--- TASK DIRECTIONS ---
Write the listing out again, exactly as it reads below.

── DATA EXTRACT ──

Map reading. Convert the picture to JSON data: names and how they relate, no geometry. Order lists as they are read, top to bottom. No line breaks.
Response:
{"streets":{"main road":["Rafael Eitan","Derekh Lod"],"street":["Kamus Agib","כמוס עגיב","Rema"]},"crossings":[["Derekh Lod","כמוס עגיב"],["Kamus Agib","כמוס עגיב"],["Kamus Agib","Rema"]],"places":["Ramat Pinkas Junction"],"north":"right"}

───

--- RESPONSE FOR THIS EXERCISE ---
Map reading. Convert the picture to JSON data: names and how they relate, no geometry. Order lists as they are read, top to bottom. No line breaks.
Response:
{"streets":{"main road":["Rafael Eitan","Derekh Lod"],"street":["Kamus Agib","כמוס עגיב","Rema"]},"crossings":[["Derekh Lod","כמוס עגיב"],["Kamus Agib","כמוס עגיב"],["Kamus Agib","Rema"]],"places":["Ramat Pinkas Junction"],"north":"right"}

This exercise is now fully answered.